_EXERCISE:_ Please print every record below exactly as it appears.

_RECORDS SUPPLIED:_
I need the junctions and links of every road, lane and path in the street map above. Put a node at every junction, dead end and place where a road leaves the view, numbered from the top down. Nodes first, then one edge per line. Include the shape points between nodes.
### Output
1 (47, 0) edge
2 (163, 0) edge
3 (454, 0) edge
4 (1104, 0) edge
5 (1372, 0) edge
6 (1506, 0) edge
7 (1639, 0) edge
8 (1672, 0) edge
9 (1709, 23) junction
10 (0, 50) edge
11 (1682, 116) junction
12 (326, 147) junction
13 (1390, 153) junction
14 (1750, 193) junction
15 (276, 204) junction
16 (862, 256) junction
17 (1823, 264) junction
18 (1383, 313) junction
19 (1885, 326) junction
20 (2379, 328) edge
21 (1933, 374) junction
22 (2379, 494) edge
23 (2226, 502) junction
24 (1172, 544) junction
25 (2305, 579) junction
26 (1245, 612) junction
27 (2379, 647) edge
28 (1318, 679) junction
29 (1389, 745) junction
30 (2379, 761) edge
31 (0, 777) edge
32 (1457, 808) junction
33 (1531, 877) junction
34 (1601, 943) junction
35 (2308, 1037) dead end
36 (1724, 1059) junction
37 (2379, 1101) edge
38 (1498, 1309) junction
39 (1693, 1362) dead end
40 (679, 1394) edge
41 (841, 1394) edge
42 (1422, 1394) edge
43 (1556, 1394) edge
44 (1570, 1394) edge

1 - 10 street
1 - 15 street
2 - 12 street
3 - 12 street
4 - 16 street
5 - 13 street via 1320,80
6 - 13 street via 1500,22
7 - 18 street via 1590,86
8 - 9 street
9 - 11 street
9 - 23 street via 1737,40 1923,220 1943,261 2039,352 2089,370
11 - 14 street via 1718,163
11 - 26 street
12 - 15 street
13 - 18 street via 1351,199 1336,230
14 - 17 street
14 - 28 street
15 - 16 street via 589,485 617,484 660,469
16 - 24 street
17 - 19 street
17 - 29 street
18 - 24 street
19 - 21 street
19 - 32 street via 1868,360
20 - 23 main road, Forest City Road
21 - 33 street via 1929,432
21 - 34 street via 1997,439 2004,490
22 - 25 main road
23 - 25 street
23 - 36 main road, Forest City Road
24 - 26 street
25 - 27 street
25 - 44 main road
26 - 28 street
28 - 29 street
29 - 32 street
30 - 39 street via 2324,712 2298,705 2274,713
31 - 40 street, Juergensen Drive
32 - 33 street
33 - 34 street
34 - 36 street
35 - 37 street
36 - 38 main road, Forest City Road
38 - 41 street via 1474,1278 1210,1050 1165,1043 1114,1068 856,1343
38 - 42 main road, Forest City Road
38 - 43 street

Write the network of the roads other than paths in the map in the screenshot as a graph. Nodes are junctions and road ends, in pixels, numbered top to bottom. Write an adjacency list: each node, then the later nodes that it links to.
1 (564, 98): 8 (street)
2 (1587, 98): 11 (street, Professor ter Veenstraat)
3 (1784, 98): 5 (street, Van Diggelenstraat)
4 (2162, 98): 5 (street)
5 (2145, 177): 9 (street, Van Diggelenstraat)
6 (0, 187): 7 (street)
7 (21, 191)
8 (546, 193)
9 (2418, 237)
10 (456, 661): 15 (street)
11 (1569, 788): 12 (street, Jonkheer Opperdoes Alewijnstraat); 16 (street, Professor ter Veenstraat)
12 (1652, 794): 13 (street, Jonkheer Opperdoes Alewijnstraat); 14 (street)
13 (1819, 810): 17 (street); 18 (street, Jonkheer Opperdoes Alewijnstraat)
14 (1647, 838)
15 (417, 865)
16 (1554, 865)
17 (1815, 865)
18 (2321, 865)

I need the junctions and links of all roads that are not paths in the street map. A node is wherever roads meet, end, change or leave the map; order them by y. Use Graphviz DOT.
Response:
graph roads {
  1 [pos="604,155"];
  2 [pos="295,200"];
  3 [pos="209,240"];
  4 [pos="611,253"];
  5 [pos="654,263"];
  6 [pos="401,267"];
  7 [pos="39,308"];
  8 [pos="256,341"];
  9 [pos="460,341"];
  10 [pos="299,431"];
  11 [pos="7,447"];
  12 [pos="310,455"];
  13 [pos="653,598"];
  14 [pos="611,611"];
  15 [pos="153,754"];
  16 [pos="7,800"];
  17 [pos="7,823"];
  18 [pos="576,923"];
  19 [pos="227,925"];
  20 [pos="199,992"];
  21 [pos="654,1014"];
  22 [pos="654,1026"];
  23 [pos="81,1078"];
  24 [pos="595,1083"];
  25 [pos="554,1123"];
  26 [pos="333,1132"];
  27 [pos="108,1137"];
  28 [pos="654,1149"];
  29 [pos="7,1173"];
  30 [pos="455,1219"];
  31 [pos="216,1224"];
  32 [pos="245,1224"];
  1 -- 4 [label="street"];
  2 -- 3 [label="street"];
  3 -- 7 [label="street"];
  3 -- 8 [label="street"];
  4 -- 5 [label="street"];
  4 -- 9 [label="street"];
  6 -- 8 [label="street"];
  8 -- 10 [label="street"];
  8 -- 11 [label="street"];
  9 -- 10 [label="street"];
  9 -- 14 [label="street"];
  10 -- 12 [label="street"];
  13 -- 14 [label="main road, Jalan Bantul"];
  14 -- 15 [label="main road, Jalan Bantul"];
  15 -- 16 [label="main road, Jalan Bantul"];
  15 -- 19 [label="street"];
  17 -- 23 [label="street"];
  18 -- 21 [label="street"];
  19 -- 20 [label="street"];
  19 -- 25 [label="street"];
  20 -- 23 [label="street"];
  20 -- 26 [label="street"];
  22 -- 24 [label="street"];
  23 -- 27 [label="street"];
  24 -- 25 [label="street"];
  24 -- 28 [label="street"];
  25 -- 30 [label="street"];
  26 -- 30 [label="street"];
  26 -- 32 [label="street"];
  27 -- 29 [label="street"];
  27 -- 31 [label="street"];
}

_RESULT OF THIS TASK:_
I need the junctions and links of every road, lane and path in the street map above. Put a node at every junction, dead end and place where a road leaves the view, numbered from the top down. Nodes first, then one edge per line. Include the shape points between nodes.
### Output
1 (47, 0) edge
2 (163, 0) edge
3 (454, 0) edge
4 (1104, 0) edge
5 (1372, 0) edge
6 (1506, 0) edge
7 (1639, 0) edge
8 (1672, 0) edge
9 (1709, 23) junction
10 (0, 50) edge
11 (1682, 116) junction
12 (326, 147) junction
13 (1390, 153) junction
14 (1750, 193) junction
15 (276, 204) junction
16 (862, 256) junction
17 (1823, 264) junction
18 (1383, 313) junction
19 (1885, 326) junction
20 (2379, 328) edge
21 (1933, 374) junction
22 (2379, 494) edge
23 (2226, 502) junction
24 (1172, 544) junction
25 (2305, 579) junction
26 (1245, 612) junction
27 (2379, 647) edge
28 (1318, 679) junction
29 (1389, 745) junction
30 (2379, 761) edge
31 (0, 777) edge
32 (1457, 808) junction
33 (1531, 877) junction
34 (1601, 943) junction
35 (2308, 1037) dead end
36 (1724, 1059) junction
37 (2379, 1101) edge
38 (1498, 1309) junction
39 (1693, 1362) dead end
40 (679, 1394) edge
41 (841, 1394) edge
42 (1422, 1394) edge
43 (1556, 1394) edge
44 (1570, 1394) edge

1 - 10 street
1 - 15 street
2 - 12 street
3 - 12 street
4 - 16 street
5 - 13 street via 1320,80
6 - 13 street via 1500,22
7 - 18 street via 1590,86
8 - 9 street
9 - 11 street
9 - 23 street via 1737,40 1923,220 1943,261 2039,352 2089,370
11 - 14 street via 1718,163
11 - 26 street
12 - 15 street
13 - 18 street via 1351,199 1336,230
14 - 17 street
14 - 28 street
15 - 16 street via 589,485 617,484 660,469
16 - 24 street
17 - 19 street
17 - 29 street
18 - 24 street
19 - 21 street
19 - 32 street via 1868,360
20 - 23 main road, Forest City Road
21 - 33 street via 1929,432
21 - 34 street via 1997,439 2004,490
22 - 25 main road
23 - 25 street
23 - 36 main road, Forest City Road
24 - 26 street
25 - 27 street
25 - 44 main road
26 - 28 street
28 - 29 street
29 - 32 street
30 - 39 street via 2324,712 2298,705 2274,713
31 - 40 street, Juergensen Drive
32 - 33 street
33 - 34 street
34 - 36 street
35 - 37 street
36 - 38 main road, Forest City Road
38 - 41 street via 1474,1278 1210,1050 1165,1043 1114,1068 856,1343
38 - 42 main road, Forest City Road
38 - 43 street

Write the network of the roads other than paths in the map in the screenshot as a graph. Nodes are junctions and road ends, in pixels, numbered top to bottom. Write an adjacency list: each node, then the later nodes that it links to.
1 (564, 98): 8 (street)
2 (1587, 98): 11 (street, Professor ter Veenstraat)
3 (1784, 98): 5 (street, Van Diggelenstraat)
4 (2162, 98): 5 (street)
5 (2145, 177): 9 (street, Van Diggelenstraat)
6 (0, 187): 7 (street)
7 (21, 191)
8 (546, 193)
9 (2418, 237)
10 (456, 661): 15 (street)
11 (1569, 788): 12 (street, Jonkheer Opperdoes Alewijnstraat); 16 (street, Professor ter Veenstraat)
12 (1652, 794): 13 (street, Jonkheer Opperdoes Alewijnstraat); 14 (street)
13 (1819, 810): 17 (street); 18 (street, Jonkheer Opperdoes Alewijnstraat)
14 (1647, 838)
15 (417, 865)
16 (1554, 865)
17 (1815, 865)
18 (2321, 865)

I need the junctions and links of all roads that are not paths in the street map. A node is wherever roads meet, end, change or leave the map; order them by y. Use Graphviz DOT.
Response:
graph roads {
  1 [pos="604,155"];
  2 [pos="295,200"];
  3 [pos="209,240"];
  4 [pos="611,253"];
  5 [pos="654,263"];
  6 [pos="401,267"];
  7 [pos="39,308"];
  8 [pos="256,341"];
  9 [pos="460,341"];
  10 [pos="299,431"];
  11 [pos="7,447"];
  12 [pos="310,455"];
  13 [pos="653,598"];
  14 [pos="611,611"];
  15 [pos="153,754"];
  16 [pos="7,800"];
  17 [pos="7,823"];
  18 [pos="576,923"];
  19 [pos="227,925"];
  20 [pos="199,992"];
  21 [pos="654,1014"];
  22 [pos="654,1026"];
  23 [pos="81,1078"];
  24 [pos="595,1083"];
  25 [pos="554,1123"];
  26 [pos="333,1132"];
  27 [pos="108,1137"];
  28 [pos="654,1149"];
  29 [pos="7,1173"];
  30 [pos="455,1219"];
  31 [pos="216,1224"];
  32 [pos="245,1224"];
  1 -- 4 [label="street"];
  2 -- 3 [label="street"];
  3 -- 7 [label="street"];
  3 -- 8 [label="street"];
  4 -- 5 [label="street"];
  4 -- 9 [label="street"];
  6 -- 8 [label="street"];
  8 -- 10 [label="street"];
  8 -- 11 [label="street"];
  9 -- 10 [label="street"];
  9 -- 14 [label="street"];
  10 -- 12 [label="street"];
  13 -- 14 [label="main road, Jalan Bantul"];
  14 -- 15 [label="main road, Jalan Bantul"];
  15 -- 16 [label="main road, Jalan Bantul"];
  15 -- 19 [label="street"];
  17 -- 23 [label="street"];
  18 -- 21 [label="street"];
  19 -- 20 [label="street"];
  19 -- 25 [label="street"];
  20 -- 23 [label="street"];
  20 -- 26 [label="street"];
  22 -- 24 [label="street"];
  23 -- 27 [label="street"];
  24 -- 25 [label="street"];
  24 -- 28 [label="street"];
  25 -- 30 [label="street"];
  26 -- 30 [label="street"];
  26 -- 32 [label="street"];
  27 -- 29 [label="street"];
  27 -- 31 [label="street"];
}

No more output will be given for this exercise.